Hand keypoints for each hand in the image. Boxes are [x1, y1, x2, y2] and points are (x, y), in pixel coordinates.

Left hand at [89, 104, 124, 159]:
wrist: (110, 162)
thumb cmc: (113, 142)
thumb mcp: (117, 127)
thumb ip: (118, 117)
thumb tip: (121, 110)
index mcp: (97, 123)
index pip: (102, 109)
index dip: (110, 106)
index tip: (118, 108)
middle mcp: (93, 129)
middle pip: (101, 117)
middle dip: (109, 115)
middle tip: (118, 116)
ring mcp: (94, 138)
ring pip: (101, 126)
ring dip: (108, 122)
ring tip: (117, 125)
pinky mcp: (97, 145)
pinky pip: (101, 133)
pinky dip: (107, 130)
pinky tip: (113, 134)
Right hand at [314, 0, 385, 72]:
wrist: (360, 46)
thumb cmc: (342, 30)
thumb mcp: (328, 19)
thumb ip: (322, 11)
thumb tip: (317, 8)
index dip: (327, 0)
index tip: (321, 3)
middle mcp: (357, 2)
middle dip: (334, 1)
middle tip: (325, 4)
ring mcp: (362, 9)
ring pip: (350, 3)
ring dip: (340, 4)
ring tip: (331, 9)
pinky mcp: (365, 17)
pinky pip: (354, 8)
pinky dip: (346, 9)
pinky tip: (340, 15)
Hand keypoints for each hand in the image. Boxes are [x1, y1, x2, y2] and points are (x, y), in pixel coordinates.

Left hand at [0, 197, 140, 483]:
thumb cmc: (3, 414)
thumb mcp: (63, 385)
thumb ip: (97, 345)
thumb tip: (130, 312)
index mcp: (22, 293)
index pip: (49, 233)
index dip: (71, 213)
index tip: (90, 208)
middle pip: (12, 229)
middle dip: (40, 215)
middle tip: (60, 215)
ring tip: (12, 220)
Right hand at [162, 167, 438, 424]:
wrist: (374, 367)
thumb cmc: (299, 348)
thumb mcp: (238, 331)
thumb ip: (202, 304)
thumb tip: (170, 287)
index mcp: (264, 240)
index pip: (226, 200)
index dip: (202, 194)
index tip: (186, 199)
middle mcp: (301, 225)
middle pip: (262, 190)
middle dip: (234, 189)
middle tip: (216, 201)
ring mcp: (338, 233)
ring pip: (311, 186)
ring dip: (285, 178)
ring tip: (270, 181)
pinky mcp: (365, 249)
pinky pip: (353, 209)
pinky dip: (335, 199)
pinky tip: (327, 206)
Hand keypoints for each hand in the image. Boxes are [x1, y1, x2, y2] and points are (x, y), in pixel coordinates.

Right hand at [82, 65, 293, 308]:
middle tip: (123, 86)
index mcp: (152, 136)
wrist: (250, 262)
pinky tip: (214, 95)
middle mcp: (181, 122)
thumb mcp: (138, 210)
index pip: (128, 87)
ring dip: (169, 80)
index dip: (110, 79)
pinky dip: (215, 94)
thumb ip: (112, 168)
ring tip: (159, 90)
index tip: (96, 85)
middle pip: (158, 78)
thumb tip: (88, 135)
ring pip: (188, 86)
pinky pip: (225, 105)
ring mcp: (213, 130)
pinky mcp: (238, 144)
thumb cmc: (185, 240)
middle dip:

EXERCISE PROMPT → Reproduce each of the entries exactly, omitting none.

SOLUTION TO THE PROBLEM →
Hand keypoints for each hand in the image. Boxes are [x1, y1, x2, y2] and points are (x, y), in pixel coordinates.

Left hand at [89, 104, 124, 159]:
wrist: (110, 162)
thumb cmc: (113, 142)
thumb mcp: (117, 127)
thumb ip: (118, 117)
thumb tip: (121, 110)
index mcp: (97, 123)
index pip: (102, 109)
index dip: (110, 106)
index tip: (118, 108)
middle mcp: (93, 129)
middle pip: (101, 117)
middle dip: (109, 115)
middle tip: (118, 116)
ring mcp: (94, 138)
ring pip: (101, 126)
ring dip: (108, 122)
ring tip: (117, 125)
pinky mcp: (97, 145)
pinky pip: (101, 133)
pinky dip: (107, 130)
pinky tip: (113, 134)
Right hand at [314, 0, 385, 72]:
wrist: (360, 46)
thumb cmc: (342, 30)
thumb mcp: (328, 19)
thumb ip: (322, 11)
thumb tip: (317, 8)
index dip: (327, 0)
index tip: (321, 3)
middle mcp: (357, 2)
middle dip: (334, 1)
middle tip: (325, 4)
ring mcp: (362, 9)
ring pip: (350, 3)
ring dip: (340, 4)
ring tip: (331, 9)
pinky mcp: (365, 17)
pinky pip: (354, 8)
pinky dip: (346, 9)
pinky tip: (340, 15)
Hand keypoints for each hand in the image. Boxes are [x1, y1, x2, y2] and points are (x, y), in pixel coordinates.

Left hand at [0, 197, 140, 483]:
thumb cmc: (3, 414)
thumb mcp: (63, 385)
thumb ip: (97, 345)
thumb tip: (130, 312)
index mcp: (22, 293)
index pip: (49, 233)
index dip: (71, 213)
index tip: (90, 208)
middle pip: (12, 229)
middle dip: (40, 215)
middle tip: (60, 215)
ring tip: (12, 220)
Right hand at [162, 167, 438, 424]:
wrist: (374, 367)
thumb cmc: (299, 348)
thumb mcp: (238, 331)
thumb ip: (202, 304)
thumb tip: (170, 287)
index mcp: (264, 240)
index pip: (226, 200)
index dip: (202, 194)
index tip: (186, 199)
middle mcp: (301, 225)
middle pip: (262, 190)
middle dip: (234, 189)
middle tip: (216, 201)
ring mcp: (338, 233)
ring pip: (311, 186)
ring dip: (285, 178)
ring tip: (270, 181)
pinky mcp: (365, 249)
pinky pip: (353, 209)
pinky dip: (335, 199)
pinky tip: (327, 206)
Hand keypoints for each hand in the image. Boxes are [x1, y1, x2, y2] and points are (x, y), in pixel coordinates.

Right hand at [82, 65, 293, 308]:
middle tip: (123, 86)
index mcp: (152, 136)
wrist: (250, 262)
pinky tip: (214, 95)
middle mcp: (181, 122)
thumb mcp: (138, 210)
index pip: (128, 87)
ring dip: (169, 80)
index dip: (110, 79)
pinky dip: (215, 94)
thumb ip: (112, 168)
ring tip: (159, 90)
index tip: (96, 85)
middle pip: (158, 78)
thumb tip: (88, 135)
ring pip: (188, 86)
pinky pip: (225, 105)
ring mcp: (213, 130)
pinky mcp: (238, 144)
thumb cmc: (185, 240)
middle dip:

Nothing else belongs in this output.